5A and 5B are respectively enlarged perspective views of the heat dissipating device in the up state and the closed state of the region A in Fig. 1B according to another embodiment of the present invention. 5A and 5B, the heat sink 100A of the present embodiment is similar to the heat sink 100 of FIGS. 4A and 4B, except that in the present embodiment, the support member 190A of the lift module 160A includes A connecting portion 192 and a supporting rod 194 are disposed on the sliding mechanism 170, and the supporting rod 194 is connected between the connecting portion 192 and the heat dissipation platform 120. The connecting portion 192 is moved by the sliding mechanism 170, and the support rod 194 is rotated by the movement of the connecting portion 192 to lift the heat radiating platform 120. Specifically, the connecting portion 192 is disposed and fixed to the sliding portion 174, and both ends of the supporting rod 194 are respectively pivotally connected to the connecting portion 192 and the heat dissipation platform 120, so that the supporting rod 194 can be rotated by the connecting portion 192 as a fulcrum. The connecting portion 192 is moved by the action of the sliding mechanism 170, and the support rod 194 is rotated by the movement of the connecting portion 192 to lift the heat sink platform 120.

6A and 6B are respectively a perspective view and a side view of a heat dissipating device in a raised state according to another embodiment of the present invention. Referring to FIG. 6A and FIG. 6B, the heat dissipating device 100B of the present embodiment is similar to the heat dissipating device 100 of FIG. 1B and FIG. 1C, except that in the present embodiment, the lifting module 160B is, for example, upright. Lift the module. Specifically, the heat sink 100B includes a heat dissipation platform 120A and two vertical lift modules 160B. The two vertical lift modules 160B can stand directly on a horizontal surface. Each of the lifting modules 160B includes a driving member 180A, a sliding mechanism 170A, and a supporting member 190B. The sliding mechanism 170A moves the supporting member 190B by driving of the driving member 180, and the heat dissipation platform 120A is lifted by the movement of the supporting member 190B. In detail, in the present embodiment, the sliding mechanism 170A includes a body 172A, a driving member 176 and a screw 178, and the detailed lifting operation is similar to the heat dissipation module 100 of FIGS. 4A and 4B, and thus is no longer Narration.

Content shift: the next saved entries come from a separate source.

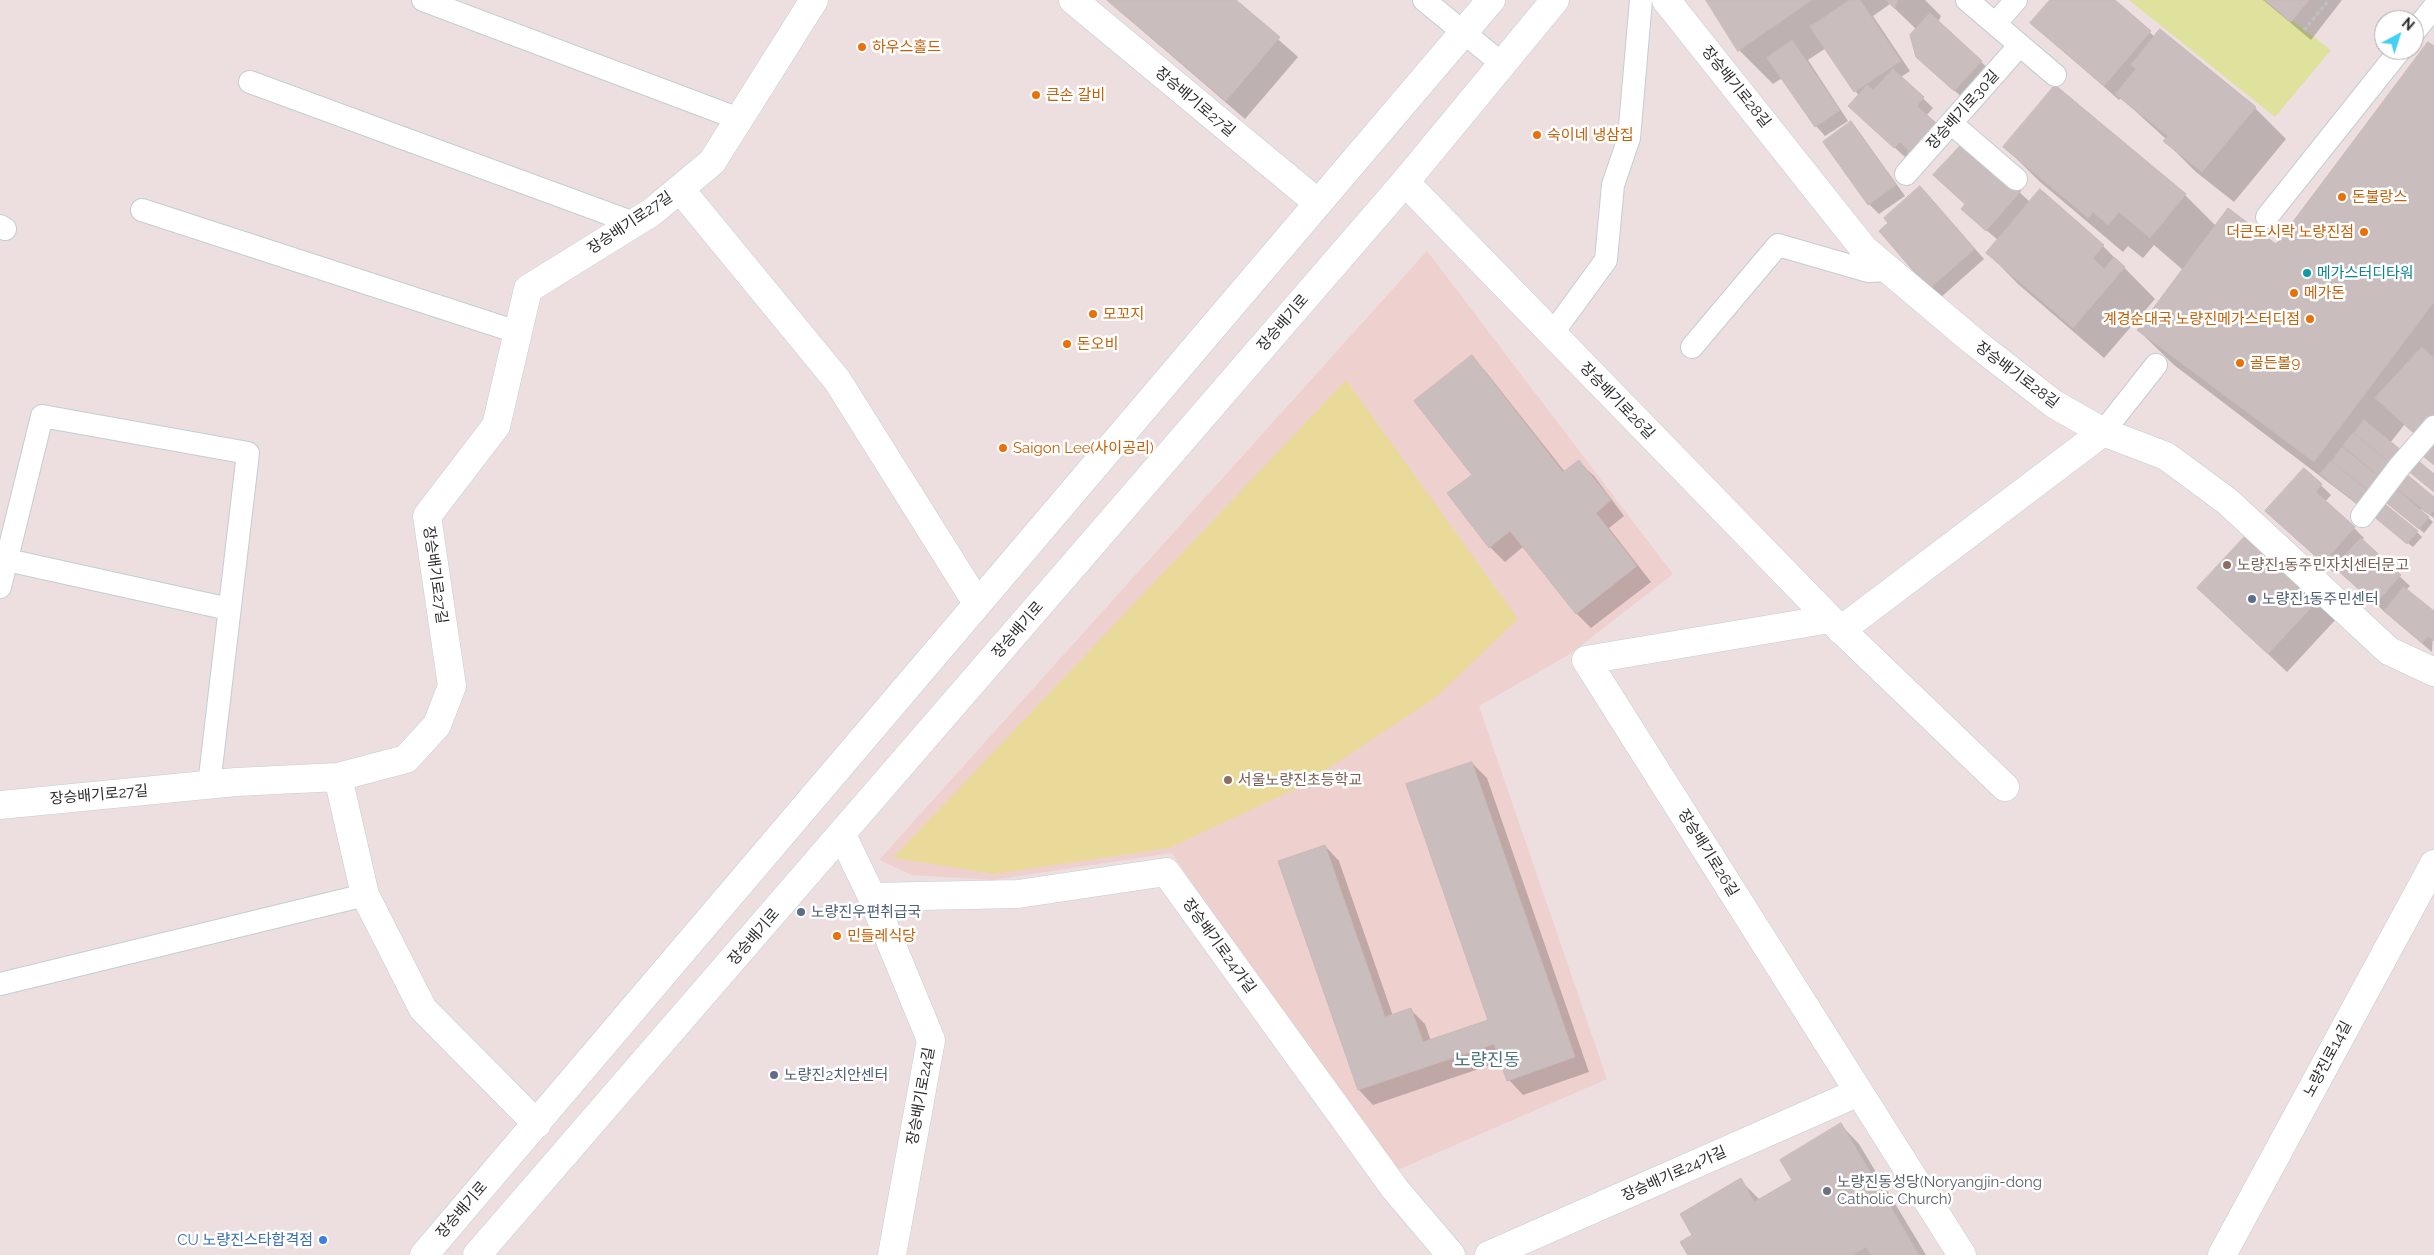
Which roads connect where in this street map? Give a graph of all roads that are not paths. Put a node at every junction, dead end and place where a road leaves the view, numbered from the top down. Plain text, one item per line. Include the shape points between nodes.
1 (423, 0) edge
2 (814, 0) edge
3 (1073, 0) edge
4 (1424, 0) edge
5 (1491, 0) edge
6 (1555, 0) edge
7 (1641, 0) edge
8 (1666, 0) edge
9 (1966, 0) edge
10 (2016, 0) edge
11 (2434, 7) edge
12 (2424, 20) edge
13 (1996, 23) junction
14 (1464, 33) junction
15 (2020, 45) junction
16 (2392, 60) edge
17 (1501, 64) junction
18 (2055, 75) dead end
19 (250, 82) dead end
20 (739, 119) junction
21 (1951, 123) junction
22 (1906, 174) dead end
23 (2016, 179) dead end
24 (1404, 182) junction
25 (680, 189) junction
26 (1318, 203) junction
27 (142, 210) dead end
28 (2267, 217) dead end
29 (634, 223) junction
30 (1889, 270) junction
31 (517, 332) junction
32 (1552, 334) junction
33 (1692, 347) dead end
34 (2156, 365) dead end
35 (2434, 427) edge
36 (2103, 432) junction
37 (2362, 516) dead end
38 (7, 560) junction
39 (0, 587) edge
40 (976, 603) junction
41 (229, 609) junction
42 (1836, 625) junction
43 (2434, 672) edge
44 (338, 777) junction
45 (209, 785) junction
46 (2005, 787) dead end
47 (0, 804) edge
48 (842, 835) junction
49 (2434, 864) edge
50 (365, 895) junction
51 (872, 897) junction
52 (0, 984) edge
53 (1859, 1092) junction
54 (537, 1124) junction
55 (424, 1255) edge
56 (477, 1255) edge
57 (892, 1255) edge
58 (1451, 1255) edge
59 (1489, 1255) edge
60 (1962, 1255) edge
61 (2222, 1255) edge

1 - 20 lane
2 - 20 street, 장승배기로27길
3 - 26 street, 장승배기로27길
4 - 14 lane
5 - 14 street, 장승배기로
6 - 17 street, 장승배기로
7 - 32 lane via 1629,138 1613,185 1606,260
8 - 30 street, 장승배기로28길 via 1864,249
9 - 13 lane
10 - 13 lane
11 - 12 lane
13 - 15 lane
14 - 17 lane
14 - 26 street, 장승배기로
15 - 18 lane
15 - 21 lane, 장승배기로30길
16 - 28 lane
17 - 24 street, 장승배기로
19 - 29 lane
20 - 25 street, 장승배기로27길 via 712,162
21 - 22 lane, 장승배기로30길
21 - 23 lane
24 - 32 street, 장승배기로26길
24 - 48 street, 장승배기로
25 - 29 street, 장승배기로27길
25 - 40 street via 837,380
26 - 40 street, 장승배기로
27 - 31 lane
29 - 31 street, 장승배기로27길 via 528,289
30 - 33 lane via 1868,271 1778,245
30 - 36 street, 장승배기로28길 via 2054,404
31 - 44 street, 장승배기로27길 via 496,426 427,516 452,686 437,725 406,759
32 - 42 street, 장승배기로26길
34 - 36 lane
35 - 37 lane
36 - 42 street
36 - 43 street, 장승배기로28길 via 2166,456 2227,501 2389,651
38 - 39 lane
38 - 41 lane
38 - 41 lane via 42,416 248,453
40 - 54 street, 장승배기로
41 - 45 lane
42 - 46 street, 장승배기로26길
42 - 53 street, 장승배기로26길 via 1586,660
44 - 45 street, 장승배기로27길
44 - 50 street
45 - 47 street, 장승배기로27길
48 - 51 street, 장승배기로24길
48 - 56 street, 장승배기로
49 - 61 street, 노량진로14길
50 - 52 lane
50 - 54 street via 423,1009
51 - 57 street, 장승배기로24길 via 931,1040
51 - 58 street, 장승배기로24가길 via 1018,894 1166,872 1395,1189
53 - 59 street, 장승배기로24가길
53 - 60 street, 장승배기로26길
54 - 55 street, 장승배기로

On the other hand, in the embodiment, the heat dissipation platform 120A includes a frame body 130, a carrier plate (not shown), and at least one heat dissipating component 150. A carrier plate (not shown) is disposed on the frame 130. The at least one heat dissipating component 150 is disposed on the frame body 130 , and the frame body 130 surrounds the at least one heat dissipating component 150 . The heat dissipating component 150 is, for example, a fan. In other words, the heat dissipating platform 120A is provided with the heat dissipating component 150, and the heat dissipating component 150 can be disposed at any position within the housing 130.

In detail, in the embodiment, the frame 130 includes a frame 132 and at least two sliding bars 134. Two ends of each of the at least two sliding bars 134 are respectively connected to both sides of the frame 132, and at least two sliding bars 134 are slidable along the extending direction of the both sides. In this way, the distance between the slider 134 and the frame 132 can be adjusted according to the heat dissipating components 150 of different specifications.

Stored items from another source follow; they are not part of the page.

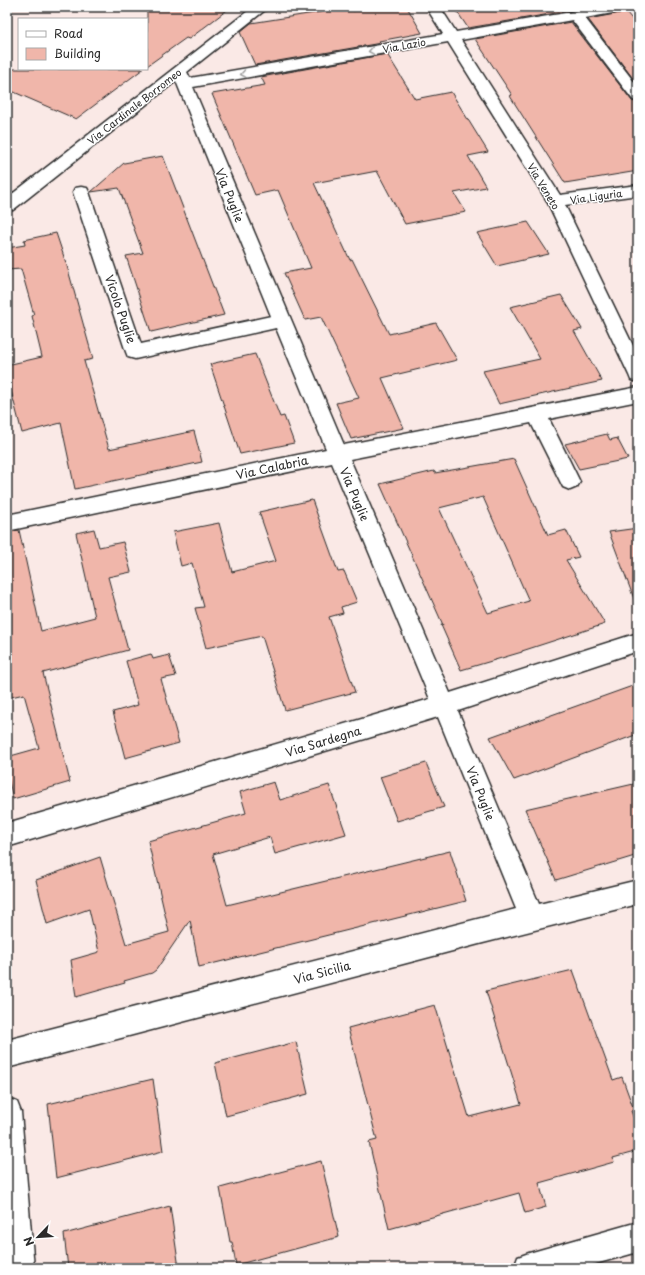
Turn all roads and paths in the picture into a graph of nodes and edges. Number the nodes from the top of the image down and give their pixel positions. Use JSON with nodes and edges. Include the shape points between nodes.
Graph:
{"nodes":[{"id":1,"x":262,"y":7,"type":"edge"},
{"id":2,"x":433,"y":7,"type":"edge"},
{"id":3,"x":624,"y":7,"type":"edge"},
{"id":4,"x":576,"y":16,"type":"junction"},
{"id":5,"x":451,"y":37,"type":"junction"},
{"id":6,"x":182,"y":77,"type":"junction"},
{"id":7,"x":638,"y":97,"type":"edge"},
{"id":8,"x":638,"y":190,"type":"edge"},
{"id":9,"x":82,"y":192,"type":"dead end"},
{"id":10,"x":555,"y":202,"type":"junction"},
{"id":11,"x":7,"y":206,"type":"edge"},
{"id":12,"x":281,"y":320,"type":"junction"},
{"id":13,"x":638,"y":375,"type":"edge"},
{"id":14,"x":638,"y":394,"type":"edge"},
{"id":15,"x":537,"y":414,"type":"junction"},
{"id":16,"x":338,"y":454,"type":"junction"},
{"id":17,"x":570,"y":482,"type":"dead end"},
{"id":18,"x":7,"y":523,"type":"edge"},
{"id":19,"x":638,"y":642,"type":"edge"},
{"id":20,"x":445,"y":705,"type":"junction"},
{"id":21,"x":7,"y":835,"type":"edge"},
{"id":22,"x":638,"y":892,"type":"edge"},
{"id":23,"x":532,"y":917,"type":"junction"},
{"id":24,"x":7,"y":1054,"type":"edge"},
{"id":25,"x":7,"y":1112,"type":"edge"},
{"id":26,"x":638,"y":1237,"type":"edge"},
{"id":27,"x":19,"y":1268,"type":"edge"},
{"id":28,"x":529,"y":1268,"type":"edge"}],
"edges":[{"from":1,"to":6,"type":"street","name":"Via Cardinale Borromeo"},
{"from":2,"to":5,"type":"street","name":"Via Veneto"},
{"from":3,"to":4,"type":"street","name":"Via Lazio"},
{"from":4,"to":5,"type":"street","name":"Via Lazio"},
{"from":4,"to":7,"type":"street"},
{"from":5,"to":6,"type":"street","name":"Via Lazio","one_way":true},
{"from":5,"to":10,"type":"street","name":"Via Veneto"},
{"from":6,"to":11,"type":"street","name":"Via Cardinale Borromeo"},
{"from":6,"to":12,"type":"street","name":"Via Puglie"},
{"from":8,"to":10,"type":"street","name":"Via Liguria"},
{"from":9,"to":12,"type":"street","name":"Vicolo Puglie","via":[[135,352]]},
{"from":10,"to":13,"type":"street","name":"Via Veneto"},
{"from":12,"to":16,"type":"street","name":"Via Puglie"},
{"from":14,"to":15,"type":"street","name":"Via Calabria"},
{"from":15,"to":16,"type":"street","name":"Via Calabria"},
{"from":15,"to":17,"type":"street"},
{"from":16,"to":18,"type":"street","name":"Via Calabria"},
{"from":16,"to":20,"type":"street","name":"Via Puglie"},
{"from":19,"to":20,"type":"street","name":"Via Sardegna"},
{"from":20,"to":21,"type":"street","name":"Via Sardegna"},
{"from":20,"to":23,"type":"street","name":"Via Puglie"},
{"from":22,"to":23,"type":"street","name":"Via Sicilia"},
{"from":23,"to":24,"type":"street","name":"Via Sicilia"},
{"from":25,"to":27,"type":"street"},
{"from":26,"to":28,"type":"street"}]}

The at least one heat dissipating component 150 is detachably coupled to at least two of the at least two sliding bars 134, and the at least one heat dissipating component 150 can be fixed to or moved along at least two of the sliding bars 134. For example, in the embodiment, the two heat dissipating components 150 are detachably connected between the two adjacent sliding bars 134, respectively, and the heat dissipating components 150 can be along the extending direction of the correspondingly connected two sliding bars 134. Move to adjust the position. In this way, a plurality of different heat dissipating components 150 can be disposed in the frame 130 of the heat dissipation platform 120A at the same time, and the positions thereof can be adjusted according to the use conditions to achieve a good heat dissipation effect. In addition, the distance between the slider 134 and the frame 132 can be adjusted to suit the heat sink elements 150 of different specifications.

Figure 7 is a perspective exploded view of another embodiment of the heat sink of Figure 6A in a raised state. Referring to FIG. 7 , the heat dissipation device 100C of the present embodiment is similar to the heat dissipation module 100B of FIG. 6A and FIG. 6B , but the difference between the two is that the number and size of the heat dissipation components 150 used in this embodiment are different from FIG. 6A . The number and size of the heat dissipating components 150 used in the heat dissipation module 100B are different. That is to say, the heat sink can be adjusted as needed for different sizes and numbers of heat dissipating components 150.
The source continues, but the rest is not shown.